** EXERCISE GOAL **
When a line of the entries contains the word "pixels", report that line.

** EXTRACTED ENTRIES **
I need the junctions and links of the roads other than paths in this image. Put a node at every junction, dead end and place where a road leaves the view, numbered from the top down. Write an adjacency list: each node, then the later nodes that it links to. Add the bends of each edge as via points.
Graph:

==

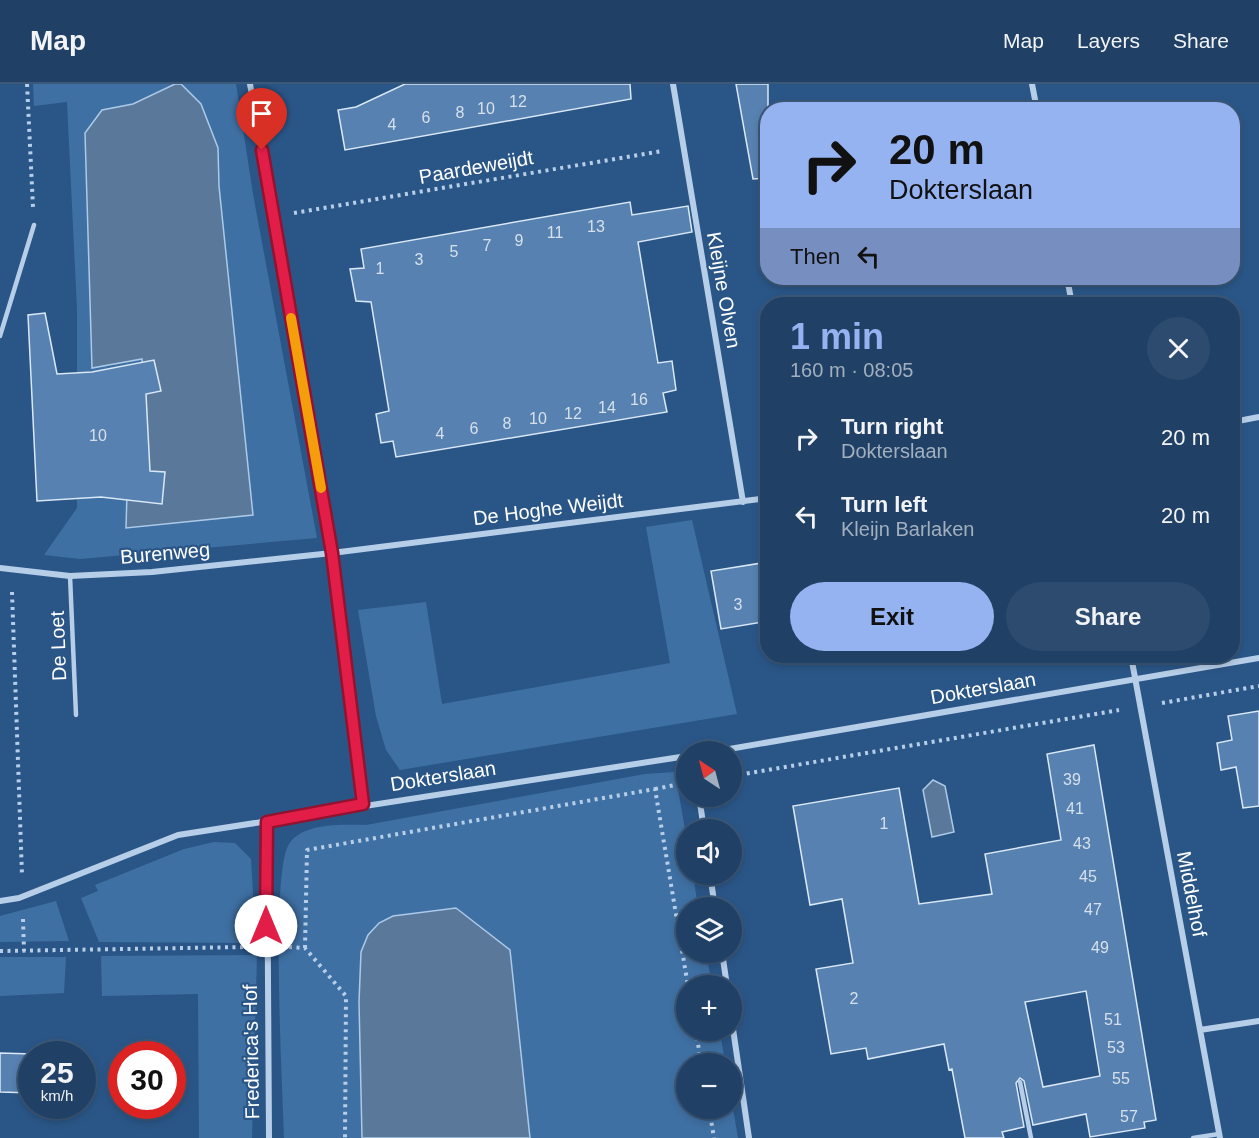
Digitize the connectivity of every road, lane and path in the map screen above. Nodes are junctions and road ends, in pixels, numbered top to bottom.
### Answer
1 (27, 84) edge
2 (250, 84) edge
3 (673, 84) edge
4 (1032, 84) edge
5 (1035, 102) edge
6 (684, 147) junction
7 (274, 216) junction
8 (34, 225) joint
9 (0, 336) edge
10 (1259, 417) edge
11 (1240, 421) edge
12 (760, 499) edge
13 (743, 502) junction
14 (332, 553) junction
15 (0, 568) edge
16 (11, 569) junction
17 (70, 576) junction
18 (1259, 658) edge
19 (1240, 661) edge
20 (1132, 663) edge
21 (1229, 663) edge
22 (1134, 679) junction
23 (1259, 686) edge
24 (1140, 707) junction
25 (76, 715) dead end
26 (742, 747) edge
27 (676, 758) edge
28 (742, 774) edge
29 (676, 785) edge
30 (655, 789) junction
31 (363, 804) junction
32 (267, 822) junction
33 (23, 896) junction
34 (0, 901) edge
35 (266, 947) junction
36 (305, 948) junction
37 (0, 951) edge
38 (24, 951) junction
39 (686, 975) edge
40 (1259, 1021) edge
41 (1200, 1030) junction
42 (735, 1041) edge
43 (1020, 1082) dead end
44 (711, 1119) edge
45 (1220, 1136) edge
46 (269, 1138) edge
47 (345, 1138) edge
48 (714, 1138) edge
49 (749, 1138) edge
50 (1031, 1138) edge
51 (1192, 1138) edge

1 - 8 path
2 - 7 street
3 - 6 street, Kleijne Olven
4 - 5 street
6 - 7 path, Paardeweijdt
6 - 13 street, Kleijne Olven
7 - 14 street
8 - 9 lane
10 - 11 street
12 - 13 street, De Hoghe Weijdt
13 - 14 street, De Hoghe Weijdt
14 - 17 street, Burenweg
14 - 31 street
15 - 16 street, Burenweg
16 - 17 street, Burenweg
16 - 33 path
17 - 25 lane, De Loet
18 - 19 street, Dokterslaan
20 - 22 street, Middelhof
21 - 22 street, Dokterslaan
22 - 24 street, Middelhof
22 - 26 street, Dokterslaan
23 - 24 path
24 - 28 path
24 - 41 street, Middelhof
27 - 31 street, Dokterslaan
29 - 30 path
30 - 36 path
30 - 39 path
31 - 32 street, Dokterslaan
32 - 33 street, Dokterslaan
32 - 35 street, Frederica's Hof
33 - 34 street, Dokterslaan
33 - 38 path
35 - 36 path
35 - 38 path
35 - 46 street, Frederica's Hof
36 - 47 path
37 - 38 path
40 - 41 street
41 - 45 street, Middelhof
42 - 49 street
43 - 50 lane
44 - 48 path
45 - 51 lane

--

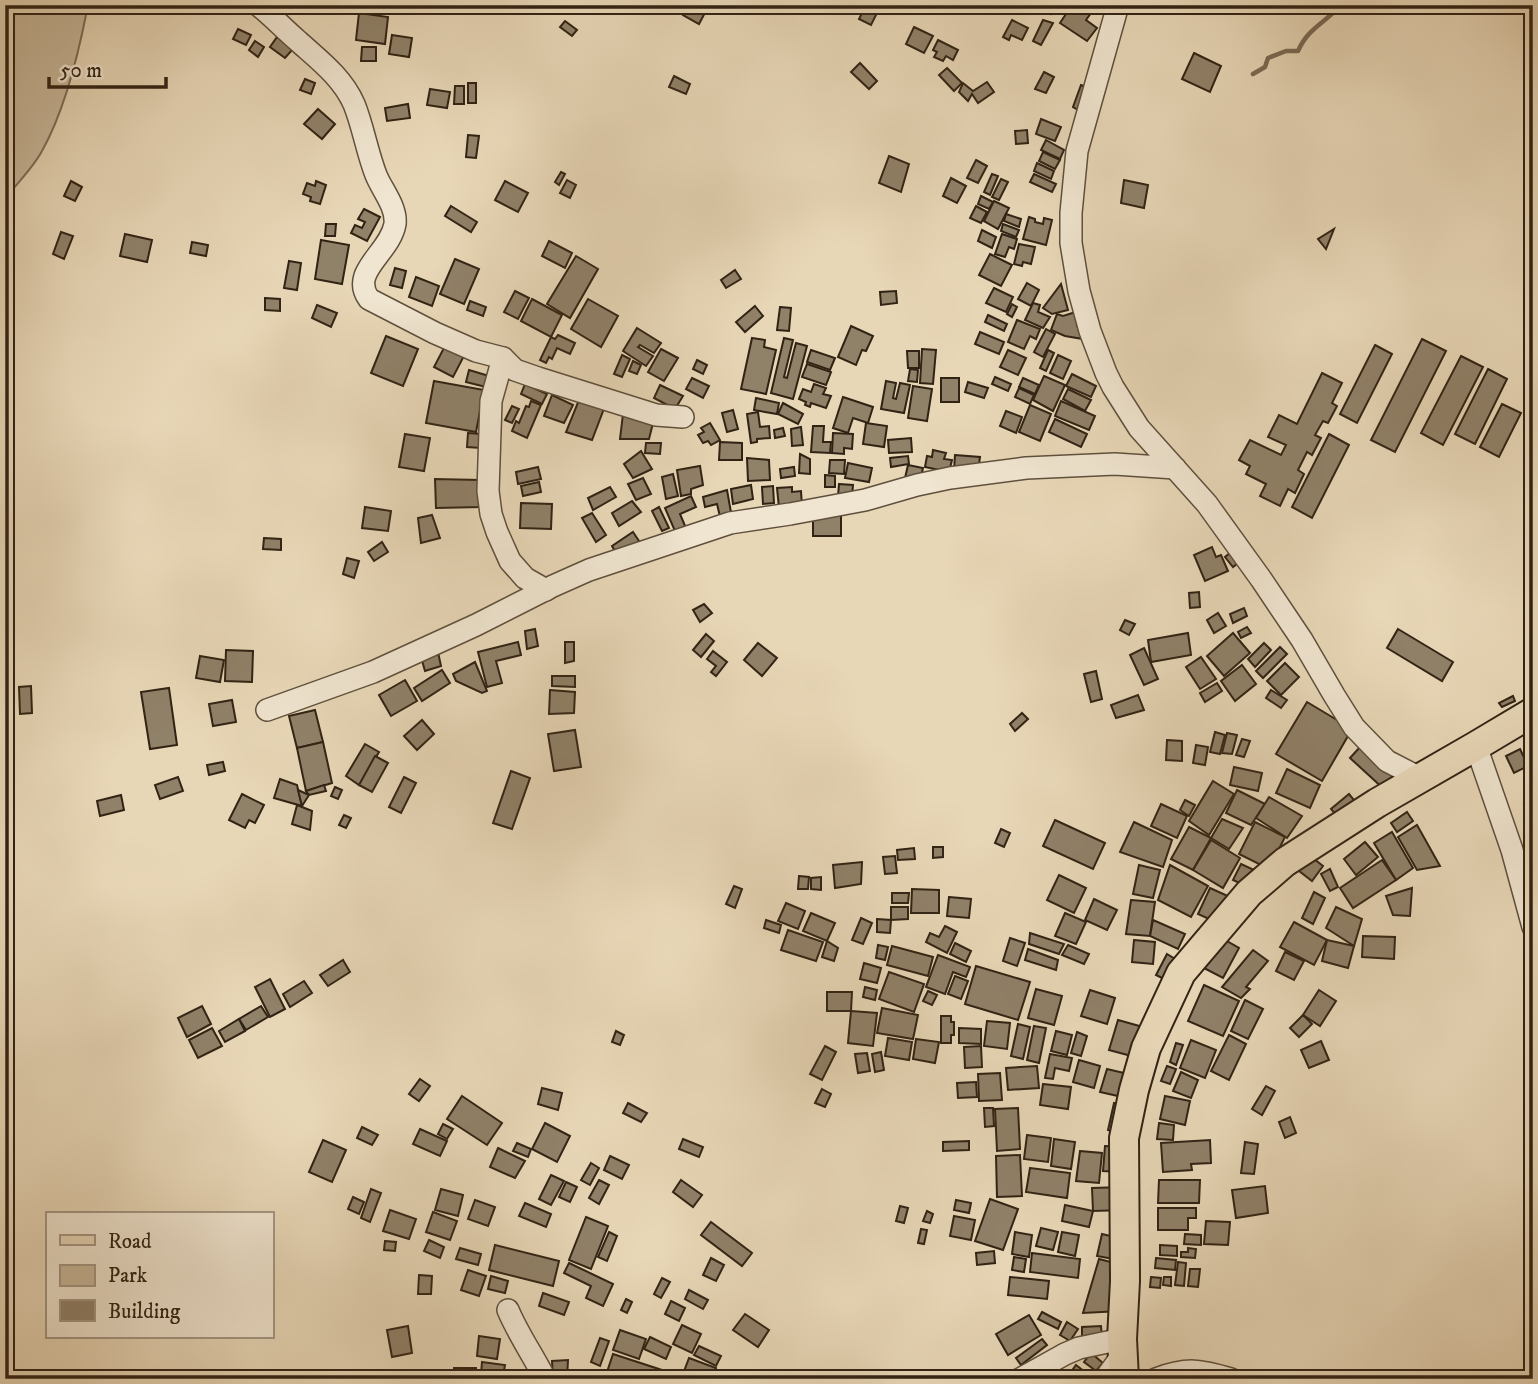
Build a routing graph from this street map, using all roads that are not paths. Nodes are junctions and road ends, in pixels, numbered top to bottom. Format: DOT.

** EXERCISE OUTPUT **
Digitize the connectivity of every road, lane and path in the map screen above. Nodes are junctions and road ends, in pixels, numbered top to bottom.
Build a routing graph from this street map, using all roads that are not paths. Nodes are junctions and road ends, in pixels, numbered top to bottom. Format: DOT.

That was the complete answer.